Well, certainly not of the earliest origins and mutations/derivations/changes. But, we DO have recorded history, kinda by definition, to look at, and observe how language has evolved from the early records on through how language is being used today. And just in case I’m failing to explain what I mean sufficiently well … the earliest records that we have were recorded in SOME form of written language, and we can examine how the language used in that record was used. Assuming that the culture that recorded that history has continued, we can then observe any changes in the language, how it was used, when it was used in certain ways, and what concurrent social or historic events were transpiring when those changes happened, and try to examine how those factors caused or influenced the changes in the language or its usage. In circumstances where the culture producing the record no longer survives, we can look at the records at the end of the culture and try to examine what may have brought about the end of the culture, or examine the language and records of the culture that ended or supplanted the other culture and see if their language usage was different or similar. And certainly, as the records get closer to our modern era we can examine more concrete and complete records of language usage and cultural/historical events and how they have impacted each other.
I would also postulate that, and this is clearly the gospel according to Bill, that while history and culture and such change and move on, that human nature itself is relatively constant. Our ancestors, had they been born in our day and age, would have behaved quite like we do … as a whole. They would have had the same basic desires, survival, desire for comfort, love, entertainment etc.
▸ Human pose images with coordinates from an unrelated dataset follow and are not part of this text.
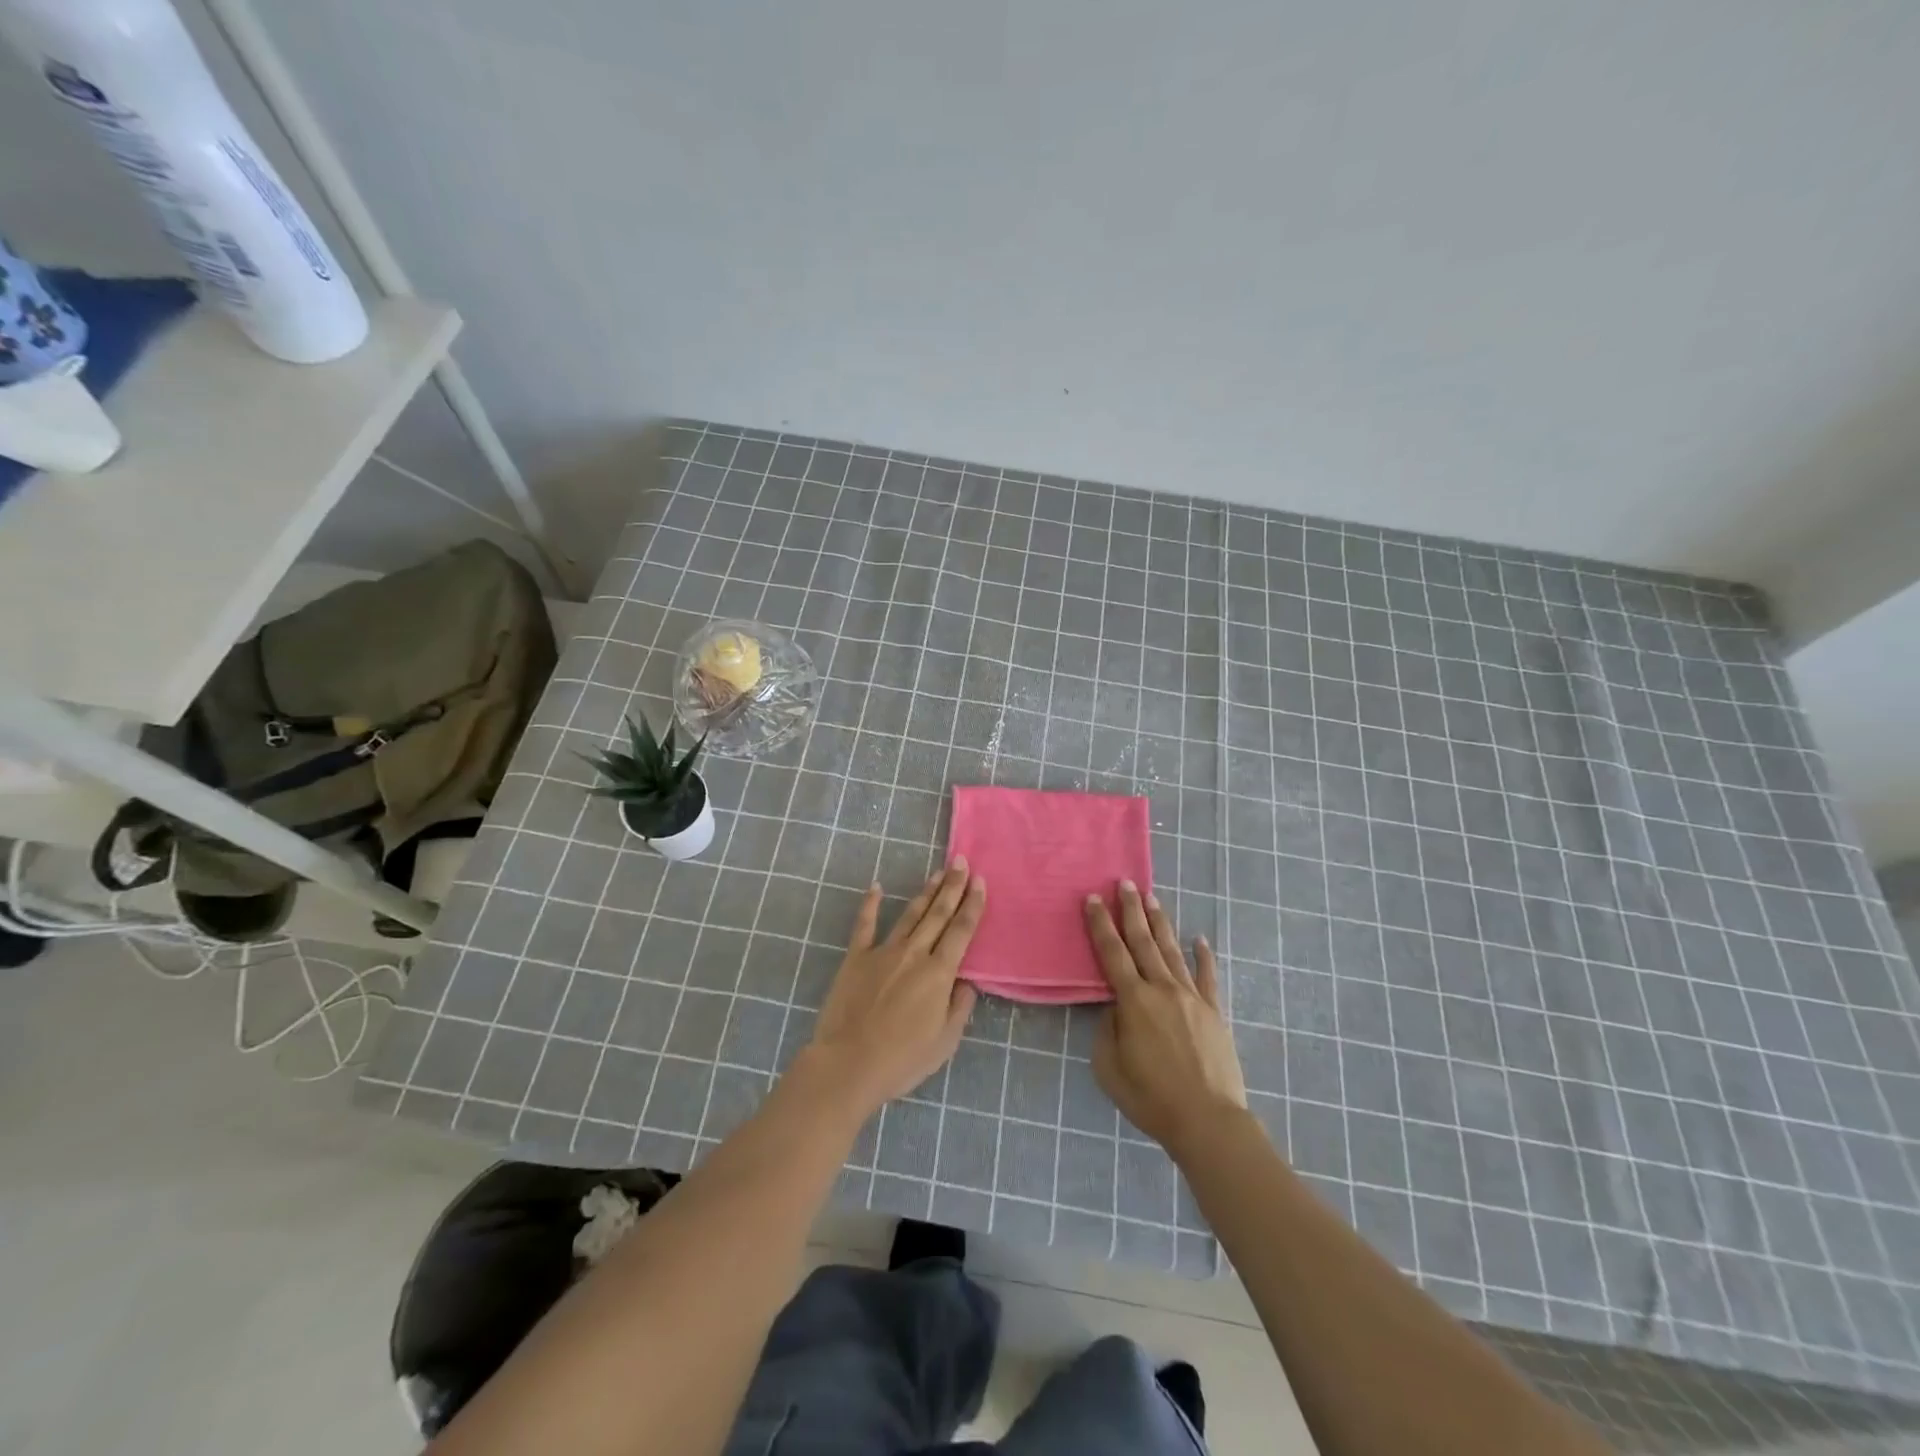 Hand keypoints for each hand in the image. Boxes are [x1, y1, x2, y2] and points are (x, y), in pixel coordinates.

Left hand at [801, 859, 983, 1119]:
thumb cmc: (902, 1059)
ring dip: (925, 892)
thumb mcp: (945, 1041)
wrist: (849, 1064)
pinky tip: (876, 887)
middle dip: (952, 886)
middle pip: (938, 914)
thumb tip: (967, 982)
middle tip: (960, 862)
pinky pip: (864, 925)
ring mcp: (883, 952)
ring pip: (910, 914)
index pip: (962, 930)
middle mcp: (915, 954)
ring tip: (937, 873)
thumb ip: (960, 1007)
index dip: (973, 904)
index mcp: (939, 973)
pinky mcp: (856, 958)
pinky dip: (870, 904)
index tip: (980, 881)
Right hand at [1085, 880, 1246, 1154]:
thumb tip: (1116, 1009)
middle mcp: (1162, 989)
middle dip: (1131, 910)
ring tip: (1152, 898)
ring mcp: (1191, 998)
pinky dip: (1204, 956)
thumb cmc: (1151, 1098)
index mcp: (1133, 1001)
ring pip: (1172, 951)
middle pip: (1143, 942)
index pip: (1111, 953)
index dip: (1100, 924)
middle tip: (1124, 883)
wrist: (1208, 1120)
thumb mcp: (1109, 1068)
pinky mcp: (1214, 1012)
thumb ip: (1108, 1031)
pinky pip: (1207, 977)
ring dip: (1160, 923)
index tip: (1093, 898)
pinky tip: (1200, 939)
Conversely, had we been born back when they lived, we would likely have behaved much as they did, being raised in the cultural and environmental setting that they were. So, I theorize that we can, with at least a minimum amount of success, look at changes in language usage/historical events, and to the extent that we are able to get outside of our own cultural training and biases, make some guesses as to how the changes in society at that time may have affected the language of the time, and how the use of language may have impacted the history.
We can also look at how language usage and culture and history interact with each other in our own day, and construct some rudimentary tools for theorizing about how they interacted in the past. Will these things be perfect? Of course not, but through trial and error, and rigorous examination from others poking and probing at what we CAN examine, we can make at least minimal headway … or so I believe.
LikeLiked by 1 person
Bill said, “Q1. This was the part that really stood out to me as something to examine and comment on.
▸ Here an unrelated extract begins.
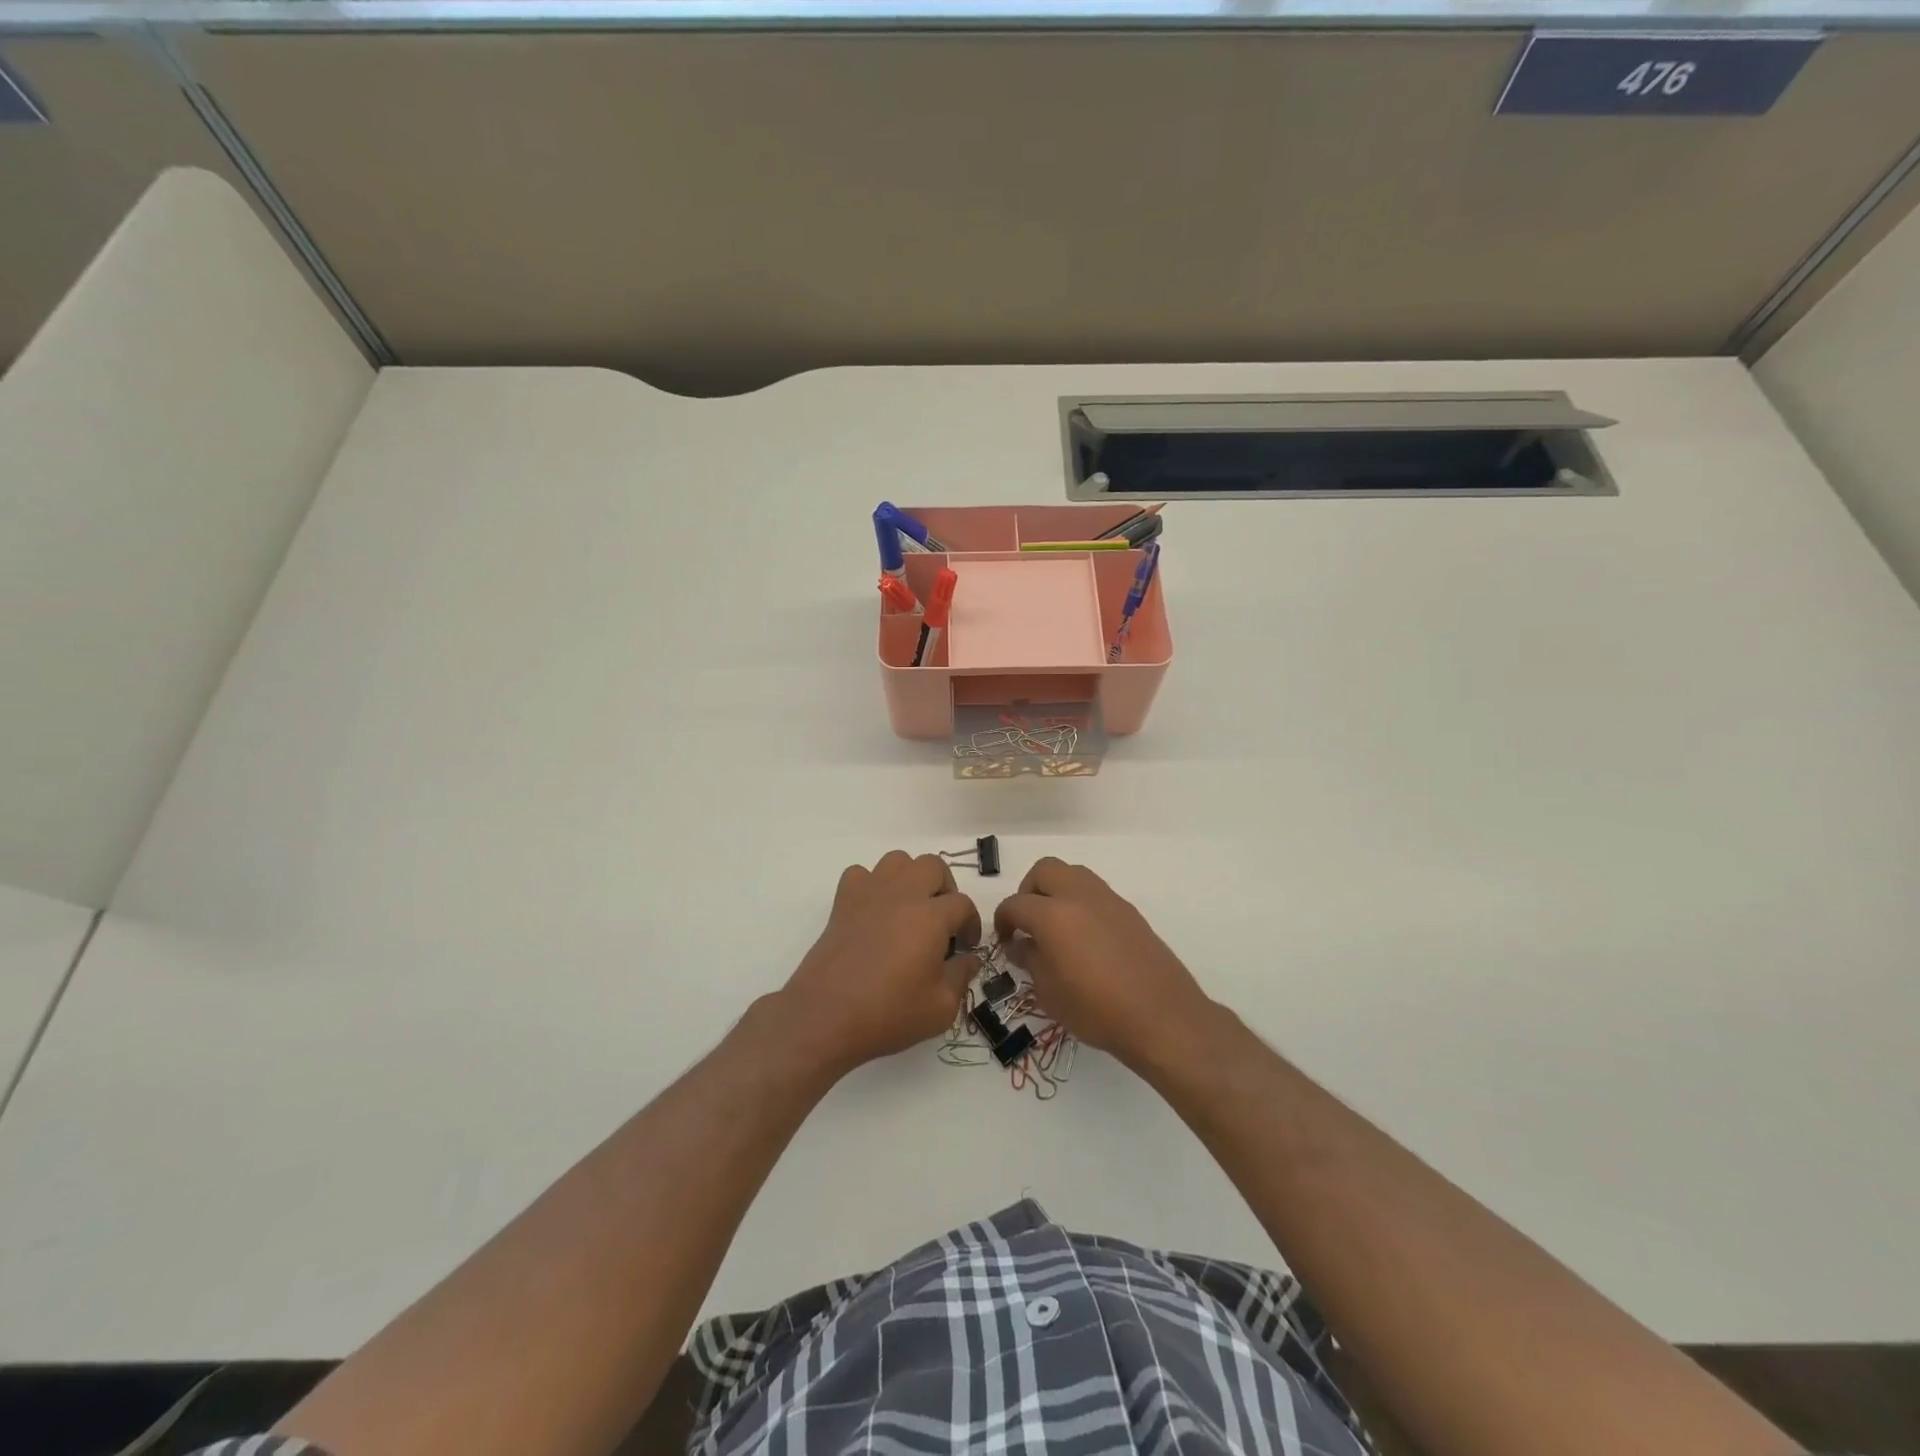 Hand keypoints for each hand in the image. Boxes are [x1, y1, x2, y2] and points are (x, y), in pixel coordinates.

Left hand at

“But strictly speaking, language has not left a fossil record of its development.”
Well, certainly not of the earliest origins and mutations/derivations/changes. But, we DO have recorded history, kinda by definition, to look at, and observe how language has evolved from the early records on through how language is being used today. And just in case I’m failing to explain what I mean sufficiently well … the earliest records that we have were recorded in SOME form of written language, and we can examine how the language used in that record was used.”
This was my first reaction, too. Fitch sounded as though he were making a sweeping claim about language’s development, and we have all these written records extending from, so far, about 3300 B.C., and linguists certainly do have a field day comparing changes and patterns of development based on these written language. However, as I read further, I think I came to understand why he said this.
First, Fitch distinguishes between language and communication. “Communication” encompasses all elements of expressive behaviors as a whole, from signalling (including body functions and body warning signals) to a range of non-verbal vocalizations, to other cognitive capacities that many species of animals employ to get their points across. He labels this broad category of expression, “Faculty of Language in a Broad Sense” (FLB). Most of these manners of expression have been around since well before written language and are still employed today among all living species, including humankind. When most linguists and biologists talk about the systems animals use to communicate, they refer to them as “animal communication systems” (ACS). Scientists typically don’t talk about ACS as “language,” except in the very broadest sense where “language” may be considered synonymous with “communication.”
However, humankind is unique in how Fitch says it combines several subcomponents of communication to create something the likes of which does not exist in any other species. I don’t know yet what subcomponents Fitch sees as exclusively forming human language, but whatever they are, not only have other species not put together the same combo but evidence points toward the fact that they can’t, probably because of biological obstacles that prevent their re-inventing that special combo or even of imitating it when exposed to it through consant human contact. Human language is in a class all its own, and Fitch calls it the Faculty of Language in the Narrow Sense (FLN). FLN contains those elements of communication “unique to humans and special to language.”
When Fitch says we don’t have a fossil history of language, he’s referring specifically to FLN, or human language.
Okay, so why is that distinction important? Because the record we have of written language, and that could at least metaphorically be called a “fossil record,” occurred after language made the quantum leap from FLB to FLN. We have frogs today, and we even have evolutionary records (empirical evidence) of frogs showing divergence or changes in morphology or coloring or behavior during previous centuries. But we also have a fossil history (again, empirical evidence) of how frogs became frogs as they developed from an earlier form of amphibian.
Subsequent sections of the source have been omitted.